Could you print the data that follows exactly as given?

┌────────

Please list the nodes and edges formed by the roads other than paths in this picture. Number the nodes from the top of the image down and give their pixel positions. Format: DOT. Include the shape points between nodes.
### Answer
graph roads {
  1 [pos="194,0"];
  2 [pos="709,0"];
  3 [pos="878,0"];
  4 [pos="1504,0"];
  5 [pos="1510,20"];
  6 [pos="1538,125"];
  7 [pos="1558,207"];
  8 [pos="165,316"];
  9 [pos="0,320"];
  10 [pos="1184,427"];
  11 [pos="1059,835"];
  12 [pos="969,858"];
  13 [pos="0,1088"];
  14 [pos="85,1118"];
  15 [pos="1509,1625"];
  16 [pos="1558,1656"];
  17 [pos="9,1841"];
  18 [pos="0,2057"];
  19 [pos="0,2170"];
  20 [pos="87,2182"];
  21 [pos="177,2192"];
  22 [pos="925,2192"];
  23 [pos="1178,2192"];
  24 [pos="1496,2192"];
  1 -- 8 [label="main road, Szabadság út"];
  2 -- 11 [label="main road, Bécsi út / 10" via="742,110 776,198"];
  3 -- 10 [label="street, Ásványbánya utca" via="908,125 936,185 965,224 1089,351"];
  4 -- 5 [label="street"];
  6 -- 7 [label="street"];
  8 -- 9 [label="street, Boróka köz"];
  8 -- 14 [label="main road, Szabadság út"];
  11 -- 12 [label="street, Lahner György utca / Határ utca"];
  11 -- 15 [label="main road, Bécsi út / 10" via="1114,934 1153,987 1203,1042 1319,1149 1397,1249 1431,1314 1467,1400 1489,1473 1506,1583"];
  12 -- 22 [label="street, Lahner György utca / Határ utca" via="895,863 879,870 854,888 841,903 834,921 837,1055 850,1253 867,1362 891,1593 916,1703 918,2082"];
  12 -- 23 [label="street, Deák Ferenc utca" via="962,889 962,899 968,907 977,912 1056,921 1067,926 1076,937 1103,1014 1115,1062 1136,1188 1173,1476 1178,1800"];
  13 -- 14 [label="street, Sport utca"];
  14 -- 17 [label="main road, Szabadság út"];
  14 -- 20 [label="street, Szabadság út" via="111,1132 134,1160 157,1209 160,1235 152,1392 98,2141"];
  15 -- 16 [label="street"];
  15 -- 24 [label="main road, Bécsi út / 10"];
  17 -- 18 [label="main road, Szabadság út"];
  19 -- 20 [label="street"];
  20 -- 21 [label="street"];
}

└────────

_COMPLETED TASK:_
Please list the nodes and edges formed by the roads other than paths in this picture. Number the nodes from the top of the image down and give their pixel positions. Format: DOT. Include the shape points between nodes.
### Answer
graph roads {
  1 [pos="194,0"];
  2 [pos="709,0"];
  3 [pos="878,0"];
  4 [pos="1504,0"];
  5 [pos="1510,20"];
  6 [pos="1538,125"];
  7 [pos="1558,207"];
  8 [pos="165,316"];
  9 [pos="0,320"];
  10 [pos="1184,427"];
  11 [pos="1059,835"];
  12 [pos="969,858"];
  13 [pos="0,1088"];
  14 [pos="85,1118"];
  15 [pos="1509,1625"];
  16 [pos="1558,1656"];
  17 [pos="9,1841"];
  18 [pos="0,2057"];
  19 [pos="0,2170"];
  20 [pos="87,2182"];
  21 [pos="177,2192"];
  22 [pos="925,2192"];
  23 [pos="1178,2192"];
  24 [pos="1496,2192"];
  1 -- 8 [label="main road, Szabadság út"];
  2 -- 11 [label="main road, Bécsi út / 10" via="742,110 776,198"];
  3 -- 10 [label="street, Ásványbánya utca" via="908,125 936,185 965,224 1089,351"];
  4 -- 5 [label="street"];
  6 -- 7 [label="street"];
  8 -- 9 [label="street, Boróka köz"];
  8 -- 14 [label="main road, Szabadság út"];
  11 -- 12 [label="street, Lahner György utca / Határ utca"];
  11 -- 15 [label="main road, Bécsi út / 10" via="1114,934 1153,987 1203,1042 1319,1149 1397,1249 1431,1314 1467,1400 1489,1473 1506,1583"];
  12 -- 22 [label="street, Lahner György utca / Határ utca" via="895,863 879,870 854,888 841,903 834,921 837,1055 850,1253 867,1362 891,1593 916,1703 918,2082"];
  12 -- 23 [label="street, Deák Ferenc utca" via="962,889 962,899 968,907 977,912 1056,921 1067,926 1076,937 1103,1014 1115,1062 1136,1188 1173,1476 1178,1800"];
  13 -- 14 [label="street, Sport utca"];
  14 -- 17 [label="main road, Szabadság út"];
  14 -- 20 [label="street, Szabadság út" via="111,1132 134,1160 157,1209 160,1235 152,1392 98,2141"];
  15 -- 16 [label="street"];
  15 -- 24 [label="main road, Bécsi út / 10"];
  17 -- 18 [label="main road, Szabadság út"];
  19 -- 20 [label="street"];
  20 -- 21 [label="street"];
}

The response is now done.